> TASK GOAL:
Leave the pictures out and restate every line below exactly.

> STORED DATA:
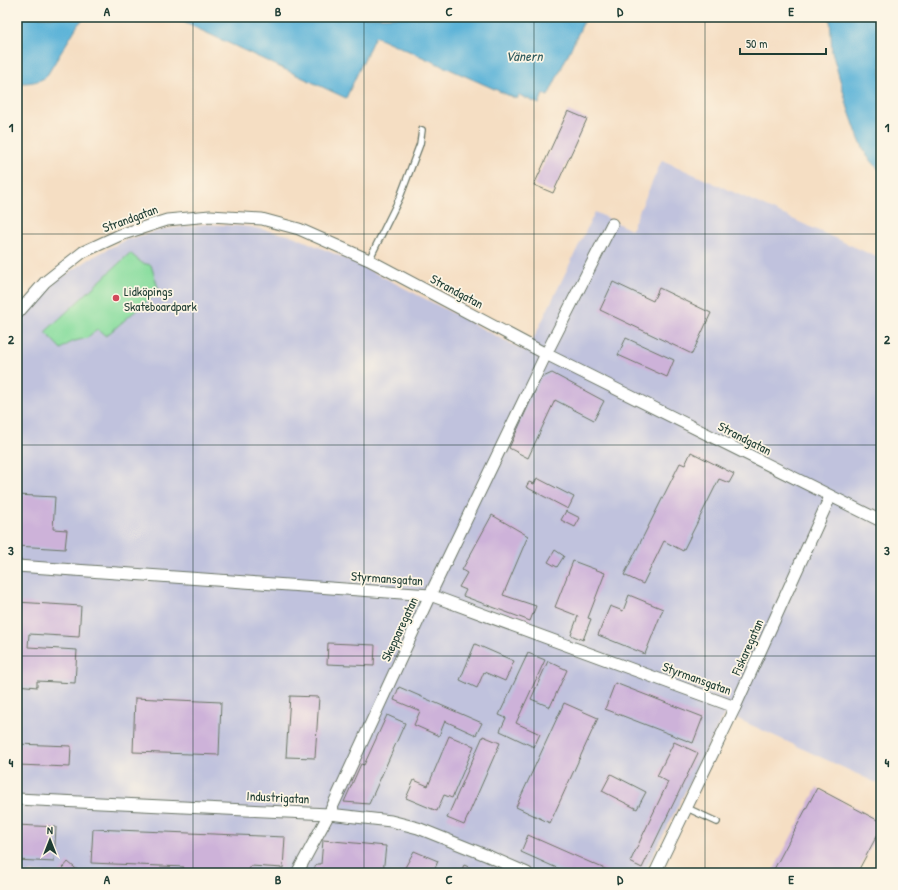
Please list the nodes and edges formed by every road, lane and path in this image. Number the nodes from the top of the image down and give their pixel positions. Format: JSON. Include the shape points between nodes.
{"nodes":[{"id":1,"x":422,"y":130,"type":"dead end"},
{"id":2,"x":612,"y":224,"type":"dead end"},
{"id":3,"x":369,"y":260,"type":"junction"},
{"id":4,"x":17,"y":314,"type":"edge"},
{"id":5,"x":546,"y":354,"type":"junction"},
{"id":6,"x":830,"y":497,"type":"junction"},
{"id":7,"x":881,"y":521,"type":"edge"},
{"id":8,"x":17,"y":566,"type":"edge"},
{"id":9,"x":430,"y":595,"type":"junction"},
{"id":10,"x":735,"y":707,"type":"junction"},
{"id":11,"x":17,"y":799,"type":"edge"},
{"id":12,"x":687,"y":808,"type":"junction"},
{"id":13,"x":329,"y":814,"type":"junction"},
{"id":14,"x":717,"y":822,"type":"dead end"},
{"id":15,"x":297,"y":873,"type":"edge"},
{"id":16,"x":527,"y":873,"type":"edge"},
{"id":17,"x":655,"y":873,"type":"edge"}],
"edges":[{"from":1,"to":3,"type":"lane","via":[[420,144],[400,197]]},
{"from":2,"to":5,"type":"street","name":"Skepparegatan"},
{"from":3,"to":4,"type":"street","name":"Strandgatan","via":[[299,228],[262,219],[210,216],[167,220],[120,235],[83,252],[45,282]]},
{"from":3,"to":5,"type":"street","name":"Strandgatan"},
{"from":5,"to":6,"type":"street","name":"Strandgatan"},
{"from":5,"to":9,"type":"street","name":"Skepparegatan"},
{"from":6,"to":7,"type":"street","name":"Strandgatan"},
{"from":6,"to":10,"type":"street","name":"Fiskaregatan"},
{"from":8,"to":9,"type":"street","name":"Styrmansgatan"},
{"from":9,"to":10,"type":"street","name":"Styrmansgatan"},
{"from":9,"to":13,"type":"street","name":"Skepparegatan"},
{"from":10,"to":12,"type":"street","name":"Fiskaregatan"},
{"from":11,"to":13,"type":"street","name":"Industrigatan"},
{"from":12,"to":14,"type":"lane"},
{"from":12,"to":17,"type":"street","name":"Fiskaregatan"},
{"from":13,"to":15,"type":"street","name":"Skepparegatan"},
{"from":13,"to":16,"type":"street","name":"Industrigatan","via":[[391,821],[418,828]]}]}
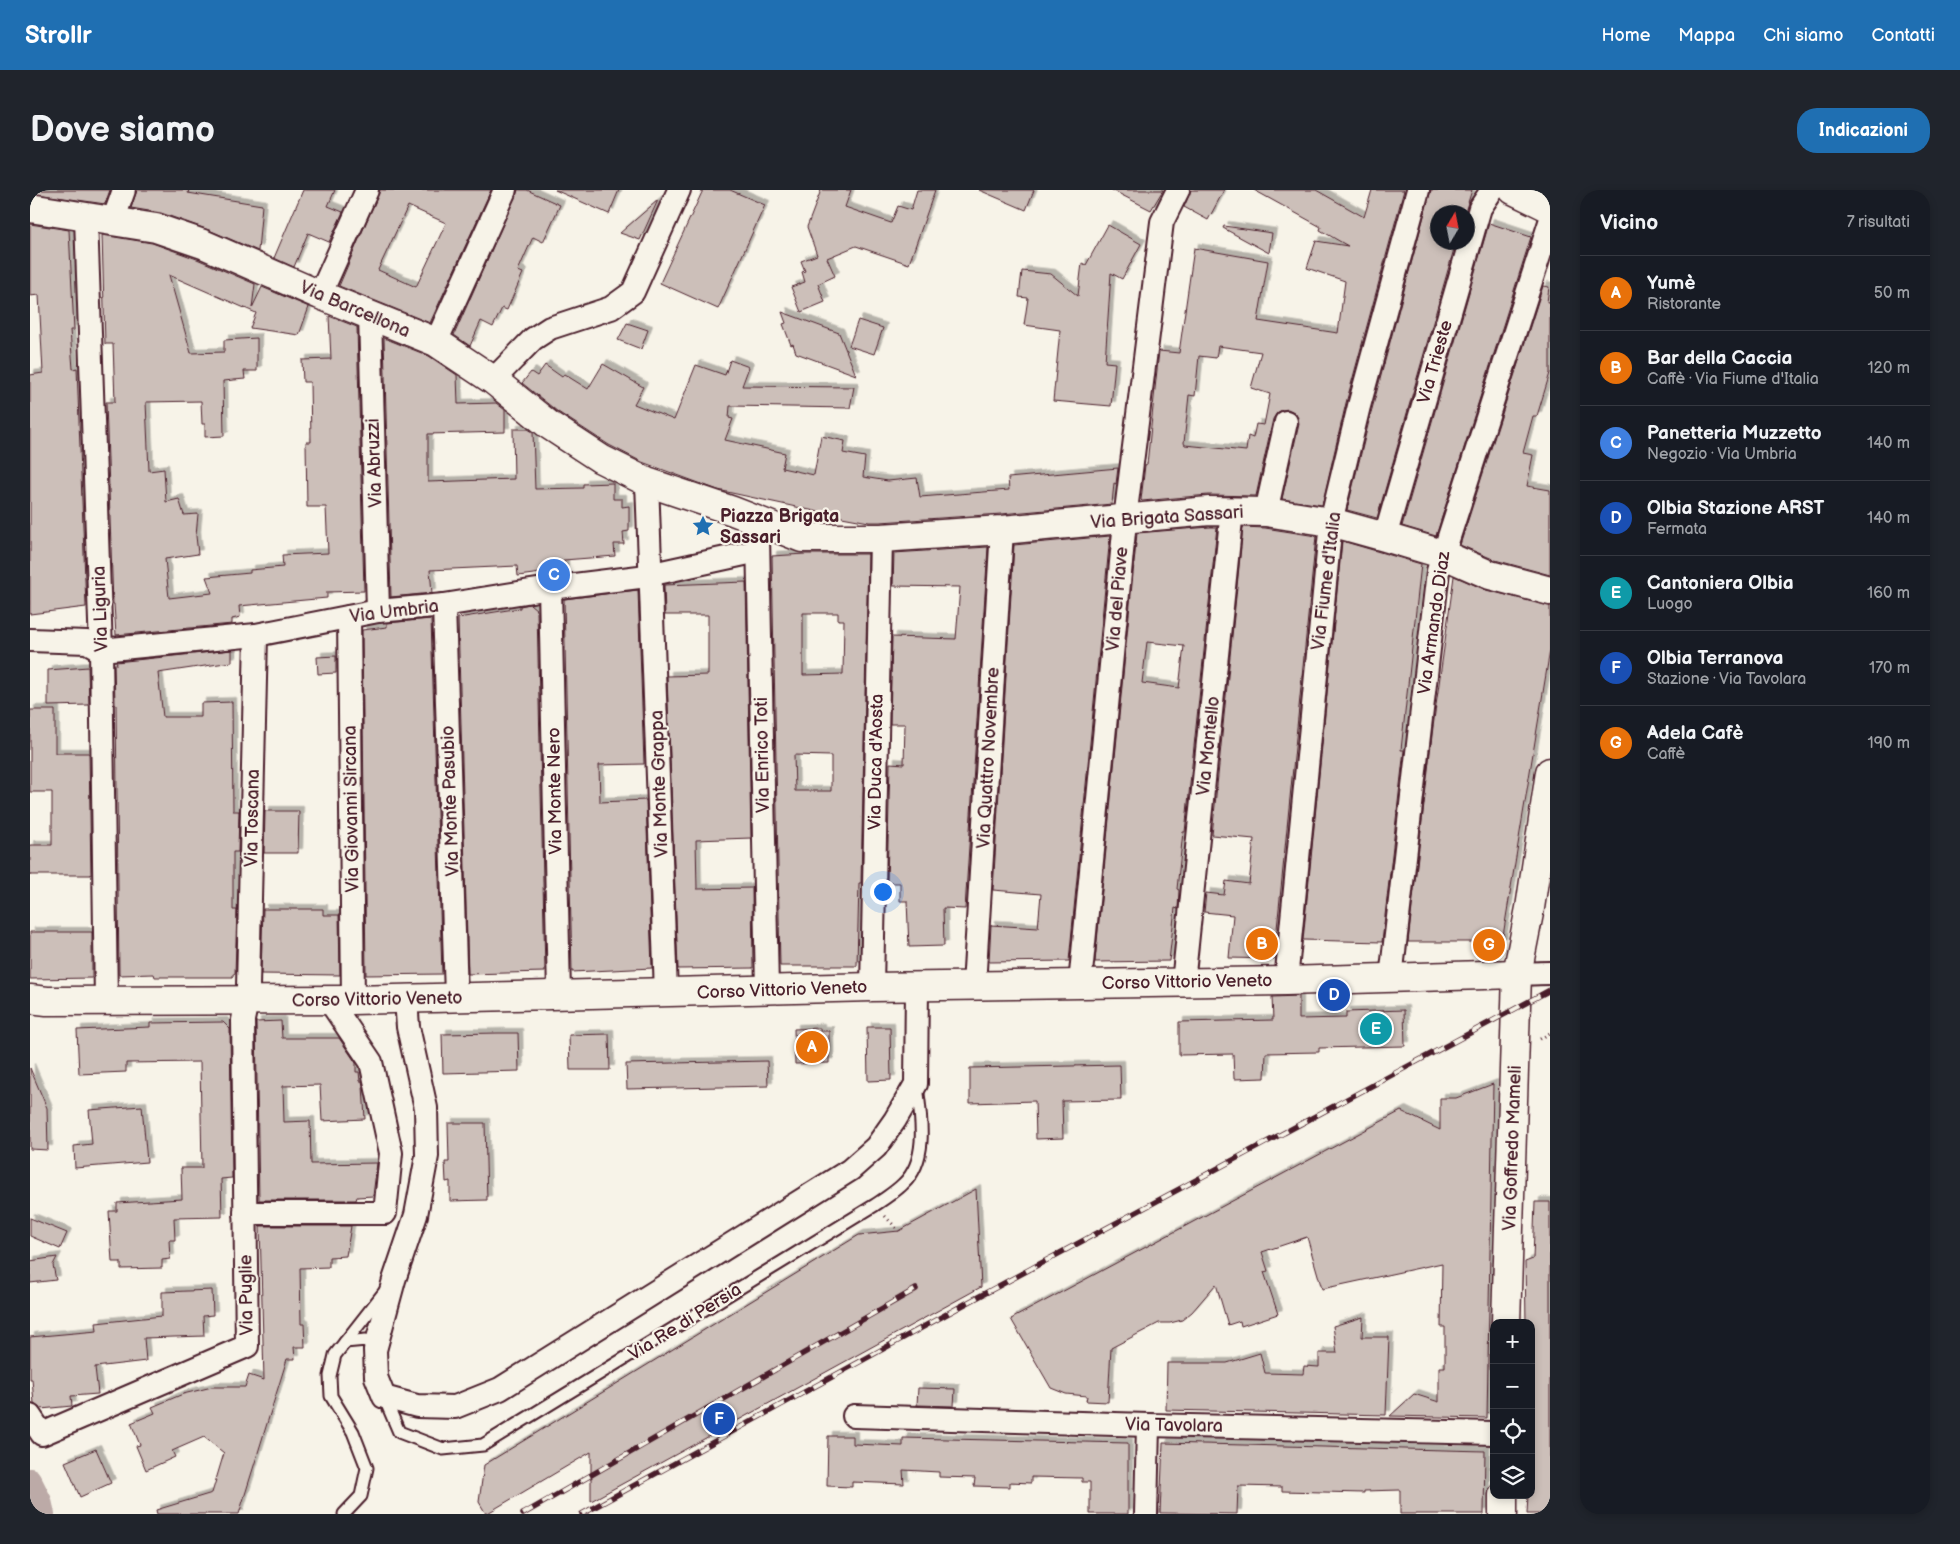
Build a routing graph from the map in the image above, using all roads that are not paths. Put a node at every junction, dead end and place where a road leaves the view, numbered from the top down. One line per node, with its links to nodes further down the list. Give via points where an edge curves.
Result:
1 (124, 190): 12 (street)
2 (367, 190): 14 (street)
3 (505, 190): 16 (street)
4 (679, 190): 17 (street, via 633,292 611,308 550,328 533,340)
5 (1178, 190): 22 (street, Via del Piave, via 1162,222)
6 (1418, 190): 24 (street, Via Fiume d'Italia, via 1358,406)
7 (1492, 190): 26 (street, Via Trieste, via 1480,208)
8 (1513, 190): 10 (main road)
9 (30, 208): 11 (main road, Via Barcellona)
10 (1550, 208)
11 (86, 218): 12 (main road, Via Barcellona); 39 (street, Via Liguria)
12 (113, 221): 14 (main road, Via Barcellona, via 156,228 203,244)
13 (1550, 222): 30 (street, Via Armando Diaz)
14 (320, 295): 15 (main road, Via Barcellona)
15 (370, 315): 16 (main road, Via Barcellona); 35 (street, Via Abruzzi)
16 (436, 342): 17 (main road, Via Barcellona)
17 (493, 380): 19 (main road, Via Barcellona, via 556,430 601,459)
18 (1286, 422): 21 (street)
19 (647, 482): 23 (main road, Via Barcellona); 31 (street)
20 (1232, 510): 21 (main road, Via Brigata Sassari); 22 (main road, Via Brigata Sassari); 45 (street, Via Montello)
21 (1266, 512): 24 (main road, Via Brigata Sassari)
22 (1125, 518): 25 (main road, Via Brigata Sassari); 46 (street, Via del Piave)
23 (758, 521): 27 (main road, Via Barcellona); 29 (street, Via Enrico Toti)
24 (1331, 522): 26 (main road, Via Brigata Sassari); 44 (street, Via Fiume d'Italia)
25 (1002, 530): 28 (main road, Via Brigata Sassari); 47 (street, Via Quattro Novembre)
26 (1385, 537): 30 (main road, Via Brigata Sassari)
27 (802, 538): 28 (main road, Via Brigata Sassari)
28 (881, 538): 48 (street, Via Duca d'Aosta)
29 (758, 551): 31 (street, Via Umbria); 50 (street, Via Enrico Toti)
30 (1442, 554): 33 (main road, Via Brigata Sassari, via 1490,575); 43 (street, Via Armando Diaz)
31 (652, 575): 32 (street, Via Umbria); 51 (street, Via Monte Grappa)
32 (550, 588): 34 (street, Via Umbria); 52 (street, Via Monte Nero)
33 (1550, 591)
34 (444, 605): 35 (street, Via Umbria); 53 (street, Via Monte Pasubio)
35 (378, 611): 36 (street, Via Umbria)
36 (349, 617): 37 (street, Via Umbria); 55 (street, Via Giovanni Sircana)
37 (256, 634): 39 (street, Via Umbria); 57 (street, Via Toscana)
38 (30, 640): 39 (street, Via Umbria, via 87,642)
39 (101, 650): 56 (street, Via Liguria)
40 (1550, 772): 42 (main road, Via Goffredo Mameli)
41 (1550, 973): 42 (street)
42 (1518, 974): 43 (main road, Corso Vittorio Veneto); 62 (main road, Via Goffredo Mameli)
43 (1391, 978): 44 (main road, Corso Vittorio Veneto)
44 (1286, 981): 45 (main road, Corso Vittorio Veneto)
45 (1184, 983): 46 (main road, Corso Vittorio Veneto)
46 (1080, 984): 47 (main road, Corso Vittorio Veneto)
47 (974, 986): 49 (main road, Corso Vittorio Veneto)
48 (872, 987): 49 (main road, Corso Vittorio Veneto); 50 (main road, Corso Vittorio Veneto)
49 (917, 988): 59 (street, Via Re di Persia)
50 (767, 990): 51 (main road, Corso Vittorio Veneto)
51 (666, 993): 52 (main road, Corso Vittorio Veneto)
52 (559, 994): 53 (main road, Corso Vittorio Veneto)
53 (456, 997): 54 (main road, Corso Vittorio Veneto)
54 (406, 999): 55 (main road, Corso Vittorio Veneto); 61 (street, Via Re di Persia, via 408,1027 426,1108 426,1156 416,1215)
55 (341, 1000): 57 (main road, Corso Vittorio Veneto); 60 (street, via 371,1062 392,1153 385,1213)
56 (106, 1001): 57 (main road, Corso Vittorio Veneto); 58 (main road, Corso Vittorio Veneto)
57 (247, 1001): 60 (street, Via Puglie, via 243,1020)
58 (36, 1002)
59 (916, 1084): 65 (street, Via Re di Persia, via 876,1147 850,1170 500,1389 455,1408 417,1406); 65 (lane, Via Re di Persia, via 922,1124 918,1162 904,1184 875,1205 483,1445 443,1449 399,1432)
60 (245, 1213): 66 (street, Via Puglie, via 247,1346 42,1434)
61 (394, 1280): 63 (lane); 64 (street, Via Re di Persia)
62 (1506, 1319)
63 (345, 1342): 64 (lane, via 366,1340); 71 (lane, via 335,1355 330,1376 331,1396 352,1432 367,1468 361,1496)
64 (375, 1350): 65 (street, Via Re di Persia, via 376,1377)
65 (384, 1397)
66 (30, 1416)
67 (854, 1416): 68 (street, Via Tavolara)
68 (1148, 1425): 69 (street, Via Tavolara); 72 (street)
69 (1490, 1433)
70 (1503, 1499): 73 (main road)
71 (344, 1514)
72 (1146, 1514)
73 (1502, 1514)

> OUTPUT OF THE EXERCISE:
Please list the nodes and edges formed by every road, lane and path in this image. Number the nodes from the top of the image down and give their pixel positions. Format: JSON. Include the shape points between nodes.
{"nodes":[{"id":1,"x":422,"y":130,"type":"dead end"},
{"id":2,"x":612,"y":224,"type":"dead end"},
{"id":3,"x":369,"y":260,"type":"junction"},
{"id":4,"x":17,"y":314,"type":"edge"},
{"id":5,"x":546,"y":354,"type":"junction"},
{"id":6,"x":830,"y":497,"type":"junction"},
{"id":7,"x":881,"y":521,"type":"edge"},
{"id":8,"x":17,"y":566,"type":"edge"},
{"id":9,"x":430,"y":595,"type":"junction"},
{"id":10,"x":735,"y":707,"type":"junction"},
{"id":11,"x":17,"y":799,"type":"edge"},
{"id":12,"x":687,"y":808,"type":"junction"},
{"id":13,"x":329,"y":814,"type":"junction"},
{"id":14,"x":717,"y":822,"type":"dead end"},
{"id":15,"x":297,"y":873,"type":"edge"},
{"id":16,"x":527,"y":873,"type":"edge"},
{"id":17,"x":655,"y":873,"type":"edge"}],
"edges":[{"from":1,"to":3,"type":"lane","via":[[420,144],[400,197]]},
{"from":2,"to":5,"type":"street","name":"Skepparegatan"},
{"from":3,"to":4,"type":"street","name":"Strandgatan","via":[[299,228],[262,219],[210,216],[167,220],[120,235],[83,252],[45,282]]},
{"from":3,"to":5,"type":"street","name":"Strandgatan"},
{"from":5,"to":6,"type":"street","name":"Strandgatan"},
{"from":5,"to":9,"type":"street","name":"Skepparegatan"},
{"from":6,"to":7,"type":"street","name":"Strandgatan"},
{"from":6,"to":10,"type":"street","name":"Fiskaregatan"},
{"from":8,"to":9,"type":"street","name":"Styrmansgatan"},
{"from":9,"to":10,"type":"street","name":"Styrmansgatan"},
{"from":9,"to":13,"type":"street","name":"Skepparegatan"},
{"from":10,"to":12,"type":"street","name":"Fiskaregatan"},
{"from":11,"to":13,"type":"street","name":"Industrigatan"},
{"from":12,"to":14,"type":"lane"},
{"from":12,"to":17,"type":"street","name":"Fiskaregatan"},
{"from":13,"to":15,"type":"street","name":"Skepparegatan"},
{"from":13,"to":16,"type":"street","name":"Industrigatan","via":[[391,821],[418,828]]}]}
Build a routing graph from the map in the image above, using all roads that are not paths. Put a node at every junction, dead end and place where a road leaves the view, numbered from the top down. One line per node, with its links to nodes further down the list. Give via points where an edge curves.
Result:
1 (124, 190): 12 (street)
2 (367, 190): 14 (street)
3 (505, 190): 16 (street)
4 (679, 190): 17 (street, via 633,292 611,308 550,328 533,340)
5 (1178, 190): 22 (street, Via del Piave, via 1162,222)
6 (1418, 190): 24 (street, Via Fiume d'Italia, via 1358,406)
7 (1492, 190): 26 (street, Via Trieste, via 1480,208)
8 (1513, 190): 10 (main road)
9 (30, 208): 11 (main road, Via Barcellona)
10 (1550, 208)
11 (86, 218): 12 (main road, Via Barcellona); 39 (street, Via Liguria)
12 (113, 221): 14 (main road, Via Barcellona, via 156,228 203,244)
13 (1550, 222): 30 (street, Via Armando Diaz)
14 (320, 295): 15 (main road, Via Barcellona)
15 (370, 315): 16 (main road, Via Barcellona); 35 (street, Via Abruzzi)
16 (436, 342): 17 (main road, Via Barcellona)
17 (493, 380): 19 (main road, Via Barcellona, via 556,430 601,459)
18 (1286, 422): 21 (street)
19 (647, 482): 23 (main road, Via Barcellona); 31 (street)
20 (1232, 510): 21 (main road, Via Brigata Sassari); 22 (main road, Via Brigata Sassari); 45 (street, Via Montello)
21 (1266, 512): 24 (main road, Via Brigata Sassari)
22 (1125, 518): 25 (main road, Via Brigata Sassari); 46 (street, Via del Piave)
23 (758, 521): 27 (main road, Via Barcellona); 29 (street, Via Enrico Toti)
24 (1331, 522): 26 (main road, Via Brigata Sassari); 44 (street, Via Fiume d'Italia)
25 (1002, 530): 28 (main road, Via Brigata Sassari); 47 (street, Via Quattro Novembre)
26 (1385, 537): 30 (main road, Via Brigata Sassari)
27 (802, 538): 28 (main road, Via Brigata Sassari)
28 (881, 538): 48 (street, Via Duca d'Aosta)
29 (758, 551): 31 (street, Via Umbria); 50 (street, Via Enrico Toti)
30 (1442, 554): 33 (main road, Via Brigata Sassari, via 1490,575); 43 (street, Via Armando Diaz)
31 (652, 575): 32 (street, Via Umbria); 51 (street, Via Monte Grappa)
32 (550, 588): 34 (street, Via Umbria); 52 (street, Via Monte Nero)
33 (1550, 591)
34 (444, 605): 35 (street, Via Umbria); 53 (street, Via Monte Pasubio)
35 (378, 611): 36 (street, Via Umbria)
36 (349, 617): 37 (street, Via Umbria); 55 (street, Via Giovanni Sircana)
37 (256, 634): 39 (street, Via Umbria); 57 (street, Via Toscana)
38 (30, 640): 39 (street, Via Umbria, via 87,642)
39 (101, 650): 56 (street, Via Liguria)
40 (1550, 772): 42 (main road, Via Goffredo Mameli)
41 (1550, 973): 42 (street)
42 (1518, 974): 43 (main road, Corso Vittorio Veneto); 62 (main road, Via Goffredo Mameli)
43 (1391, 978): 44 (main road, Corso Vittorio Veneto)
44 (1286, 981): 45 (main road, Corso Vittorio Veneto)
45 (1184, 983): 46 (main road, Corso Vittorio Veneto)
46 (1080, 984): 47 (main road, Corso Vittorio Veneto)
47 (974, 986): 49 (main road, Corso Vittorio Veneto)
48 (872, 987): 49 (main road, Corso Vittorio Veneto); 50 (main road, Corso Vittorio Veneto)
49 (917, 988): 59 (street, Via Re di Persia)
50 (767, 990): 51 (main road, Corso Vittorio Veneto)
51 (666, 993): 52 (main road, Corso Vittorio Veneto)
52 (559, 994): 53 (main road, Corso Vittorio Veneto)
53 (456, 997): 54 (main road, Corso Vittorio Veneto)
54 (406, 999): 55 (main road, Corso Vittorio Veneto); 61 (street, Via Re di Persia, via 408,1027 426,1108 426,1156 416,1215)
55 (341, 1000): 57 (main road, Corso Vittorio Veneto); 60 (street, via 371,1062 392,1153 385,1213)
56 (106, 1001): 57 (main road, Corso Vittorio Veneto); 58 (main road, Corso Vittorio Veneto)
57 (247, 1001): 60 (street, Via Puglie, via 243,1020)
58 (36, 1002)
59 (916, 1084): 65 (street, Via Re di Persia, via 876,1147 850,1170 500,1389 455,1408 417,1406); 65 (lane, Via Re di Persia, via 922,1124 918,1162 904,1184 875,1205 483,1445 443,1449 399,1432)
60 (245, 1213): 66 (street, Via Puglie, via 247,1346 42,1434)
61 (394, 1280): 63 (lane); 64 (street, Via Re di Persia)
62 (1506, 1319)
63 (345, 1342): 64 (lane, via 366,1340); 71 (lane, via 335,1355 330,1376 331,1396 352,1432 367,1468 361,1496)
64 (375, 1350): 65 (street, Via Re di Persia, via 376,1377)
65 (384, 1397)
66 (30, 1416)
67 (854, 1416): 68 (street, Via Tavolara)
68 (1148, 1425): 69 (street, Via Tavolara); 72 (street)
69 (1490, 1433)
70 (1503, 1499): 73 (main road)
71 (344, 1514)
72 (1146, 1514)
73 (1502, 1514)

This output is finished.